Dataset entries

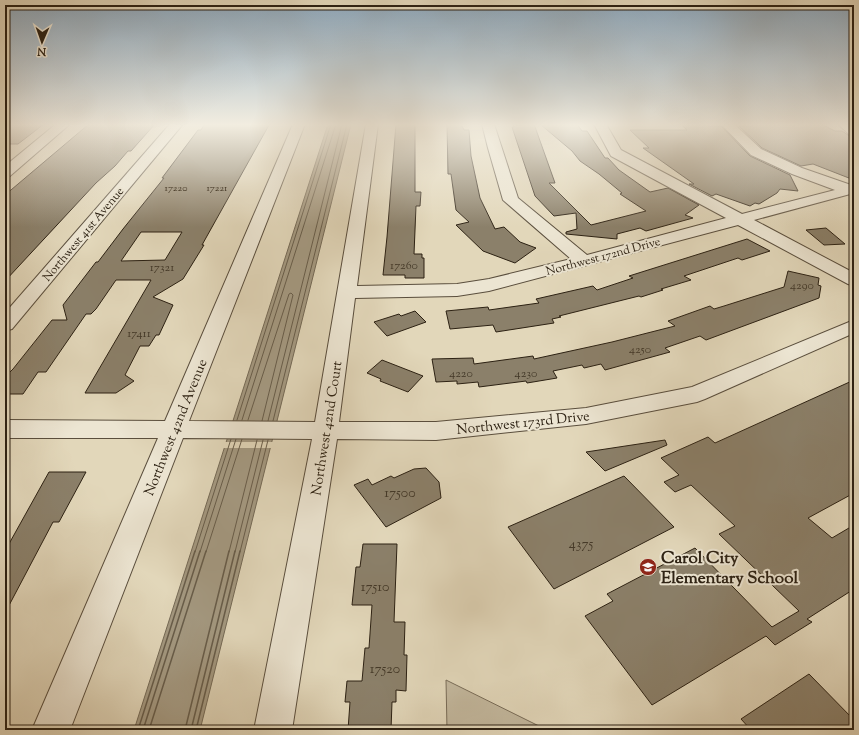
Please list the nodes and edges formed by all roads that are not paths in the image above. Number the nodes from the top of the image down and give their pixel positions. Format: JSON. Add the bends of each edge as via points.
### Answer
{"nodes":[{"id":1,"x":23,"y":158,"type":"edge"},
{"id":2,"x":148,"y":158,"type":"edge"},
{"id":3,"x":285,"y":158,"type":"edge"},
{"id":4,"x":367,"y":158,"type":"edge"},
{"id":5,"x":497,"y":158,"type":"edge"},
{"id":6,"x":626,"y":158,"type":"edge"},
{"id":7,"x":770,"y":158,"type":"edge"},
{"id":8,"x":5,"y":173,"type":"edge"},
{"id":9,"x":852,"y":190,"type":"edge"},
{"id":10,"x":740,"y":219,"type":"junction"},
{"id":11,"x":584,"y":261,"type":"junction"},
{"id":12,"x":854,"y":280,"type":"edge"},
{"id":13,"x":348,"y":292,"type":"junction"},
{"id":14,"x":5,"y":325,"type":"edge"},
{"id":15,"x":854,"y":326,"type":"edge"},
{"id":16,"x":5,"y":429,"type":"edge"},
{"id":17,"x":175,"y":429,"type":"junction"},
{"id":18,"x":326,"y":430,"type":"junction"},
{"id":19,"x":51,"y":730,"type":"edge"},
{"id":20,"x":274,"y":730,"type":"edge"}],
"edges":[{"from":1,"to":8,"type":"street"},
{"from":2,"to":14,"type":"street","name":"Northwest 41st Avenue"},
{"from":3,"to":17,"type":"street","name":"Northwest 42nd Avenue"},
{"from":4,"to":13,"type":"street","name":"Northwest 42nd Court"},
{"from":5,"to":11,"type":"street","via":[[511,200]]},
{"from":6,"to":10,"type":"street"},
{"from":7,"to":9,"type":"street","via":[[797,171]]},
{"from":9,"to":10,"type":"street","name":"Northwest 172nd Drive"},
{"from":10,"to":11,"type":"street","name":"Northwest 172nd Drive"},
{"from":10,"to":12,"type":"street"},
{"from":11,"to":13,"type":"street","name":"Northwest 172nd Drive","via":[[489,285],[457,290]]},
{"from":13,"to":18,"type":"street","name":"Northwest 42nd Court"},
{"from":15,"to":18,"type":"street","name":"Northwest 173rd Drive","via":[[697,394],[586,416],[436,431]]},
{"from":16,"to":17,"type":"street","name":"Northwest 173rd Drive"},
{"from":17,"to":18,"type":"street","name":"Northwest 173rd Drive"},
{"from":17,"to":19,"type":"street","name":"Northwest 42nd Avenue"},
{"from":18,"to":20,"type":"street","name":"Northwest 42nd Court"}]}
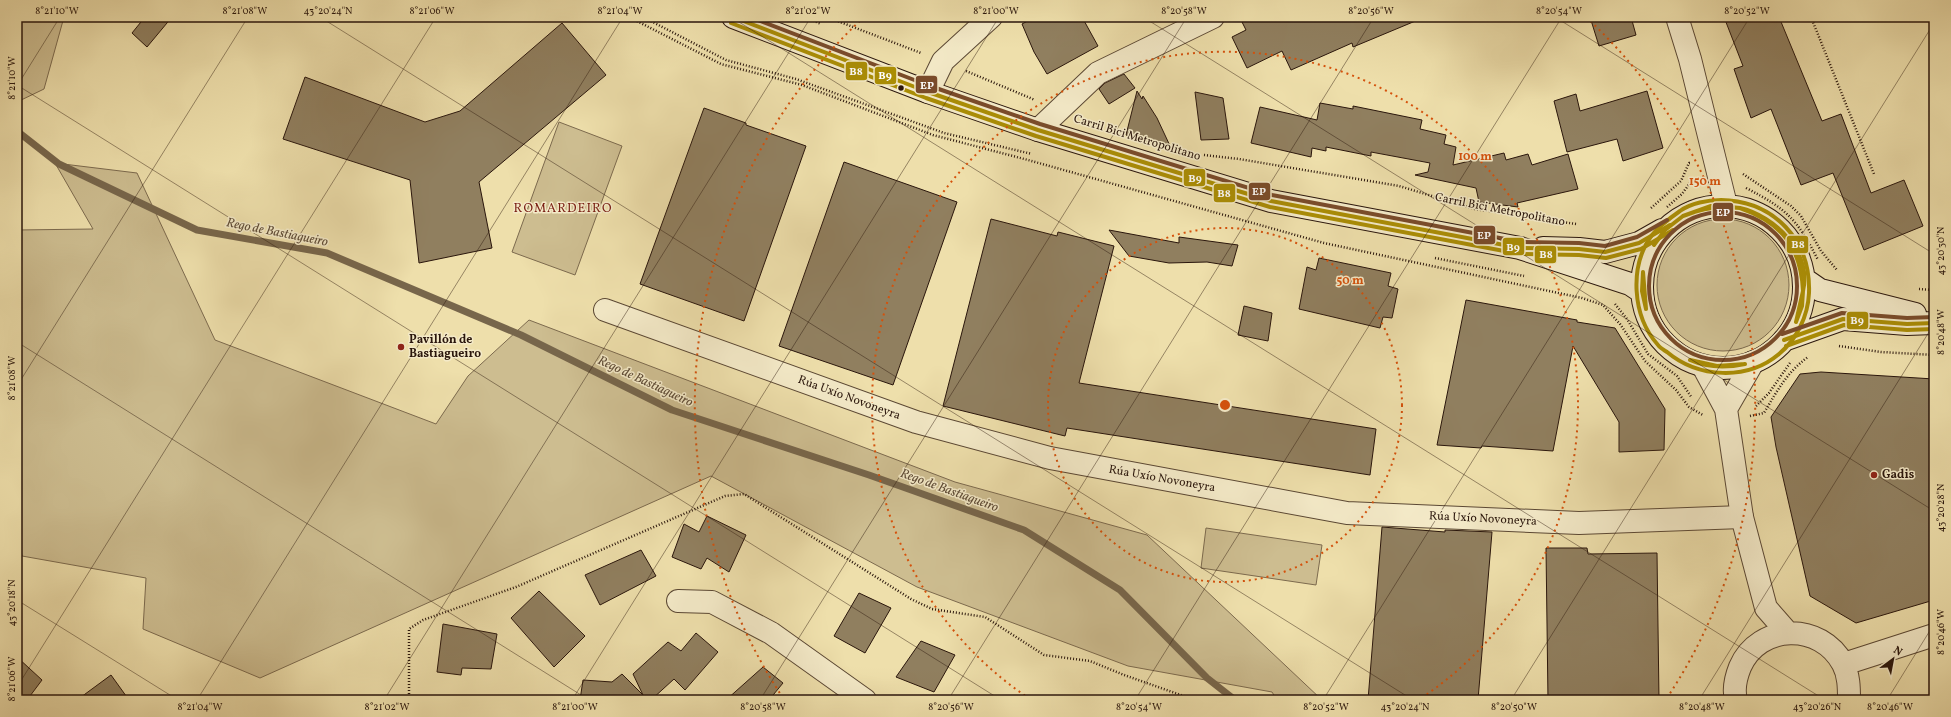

Task to carry out - Transcribe the data word for word, with no images.

Answer for this exercise -
Please list the nodes and edges formed by all roads that are not paths in the image above. Number the nodes from the top of the image down and give their pixel positions. Format: JSON. Add the bends of each edge as via points.
### Answer
{"nodes":[{"id":1,"x":23,"y":158,"type":"edge"},
{"id":2,"x":148,"y":158,"type":"edge"},
{"id":3,"x":285,"y":158,"type":"edge"},
{"id":4,"x":367,"y":158,"type":"edge"},
{"id":5,"x":497,"y":158,"type":"edge"},
{"id":6,"x":626,"y":158,"type":"edge"},
{"id":7,"x":770,"y":158,"type":"edge"},
{"id":8,"x":5,"y":173,"type":"edge"},
{"id":9,"x":852,"y":190,"type":"edge"},
{"id":10,"x":740,"y":219,"type":"junction"},
{"id":11,"x":584,"y":261,"type":"junction"},
{"id":12,"x":854,"y":280,"type":"edge"},
{"id":13,"x":348,"y":292,"type":"junction"},
{"id":14,"x":5,"y":325,"type":"edge"},
{"id":15,"x":854,"y":326,"type":"edge"},
{"id":16,"x":5,"y":429,"type":"edge"},
{"id":17,"x":175,"y":429,"type":"junction"},
{"id":18,"x":326,"y":430,"type":"junction"},
{"id":19,"x":51,"y":730,"type":"edge"},
{"id":20,"x":274,"y":730,"type":"edge"}],
"edges":[{"from":1,"to":8,"type":"street"},
{"from":2,"to":14,"type":"street","name":"Northwest 41st Avenue"},
{"from":3,"to":17,"type":"street","name":"Northwest 42nd Avenue"},
{"from":4,"to":13,"type":"street","name":"Northwest 42nd Court"},
{"from":5,"to":11,"type":"street","via":[[511,200]]},
{"from":6,"to":10,"type":"street"},
{"from":7,"to":9,"type":"street","via":[[797,171]]},
{"from":9,"to":10,"type":"street","name":"Northwest 172nd Drive"},
{"from":10,"to":11,"type":"street","name":"Northwest 172nd Drive"},
{"from":10,"to":12,"type":"street"},
{"from":11,"to":13,"type":"street","name":"Northwest 172nd Drive","via":[[489,285],[457,290]]},
{"from":13,"to":18,"type":"street","name":"Northwest 42nd Court"},
{"from":15,"to":18,"type":"street","name":"Northwest 173rd Drive","via":[[697,394],[586,416],[436,431]]},
{"from":16,"to":17,"type":"street","name":"Northwest 173rd Drive"},
{"from":17,"to":18,"type":"street","name":"Northwest 173rd Drive"},
{"from":17,"to":19,"type":"street","name":"Northwest 42nd Avenue"},
{"from":18,"to":20,"type":"street","name":"Northwest 42nd Court"}]}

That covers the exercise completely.